I sei della compagnia di canto, il coro Philharmonia di Walter Zeh e i ragazzi dell'Orchestra Cherubini hanno assecondato al meglio la direzione di Muti, che sappiamo avere una particolare predilezione per tutto ciò che in qualche modo si riconduce alla scuola napoletana (Mozart incontrò Jommelli poco prima di comporre la Betulia).
La decisione di proporre quest'opera in forma completamente scenica (con la regia di Marco Gandini) è assai coraggiosa, dato che le forme e i contenuti meglio si presterebbero ad una esecuzione in concerto.
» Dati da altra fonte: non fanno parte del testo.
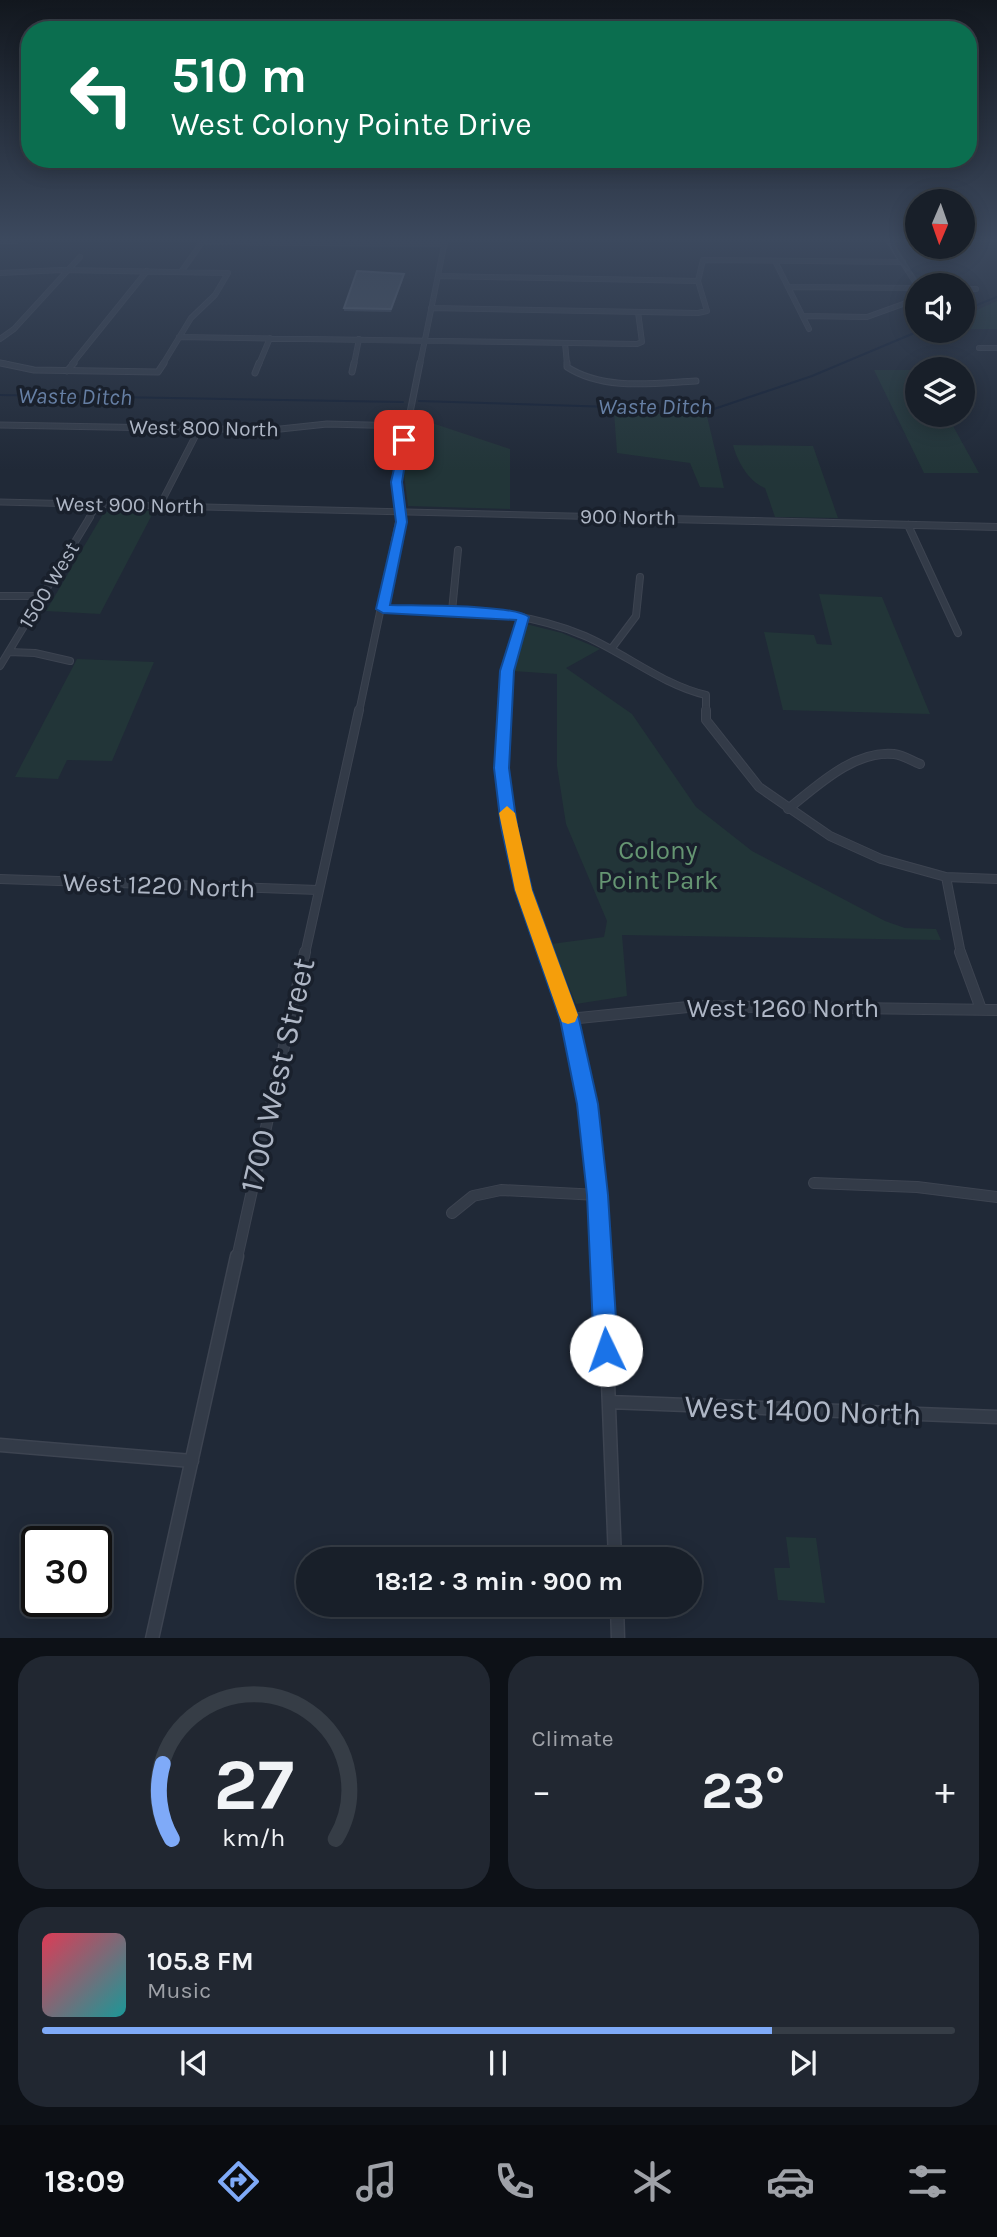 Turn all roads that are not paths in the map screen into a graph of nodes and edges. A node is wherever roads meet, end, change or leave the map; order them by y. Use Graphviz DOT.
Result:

L'azione manca, se si esclude l'episodio dell'incontro Giuditta-Oloferne, comunque raccontato dalla protagonista (pure mostrata sulla scena della decollazione) e non vissuto in presa diretta; salvo che in alcuni recitativi, dove più personaggi dialogano fra loro, e i quattro interventi del coro, per il resto abbiamo arie cantate da un personaggio solo, che espone, per così dire, la sua visione del mondo, mentre tutti gli altri (protagonisti e coro) se ne stanno ad ascoltare, immobili o con lenti movimenti ed espressioni del volto a trasmettere i rispettivi stati d'animo.
Insomma, per quanto Gandini, con Italo Grassi (scene, molto interessanti), Gabriella Pescucci (costumi, assai appropriati) e Marco Filibeck (luci) abbiano fatto il massimo – e di ciò glie ne va dato merito – non si è potuta evitare quella staticità che è proprio congenita a questo tipo di opera, e che oltretutto si accompagna alla relativa monotonìa (per le nostre orecchie, assuefatte al Mozart posteriore) della parte musicale.
Alla fine però grande e meritato successo, con ripetute chiamate per ciascuno e per tutti, in un Alighieri gremito.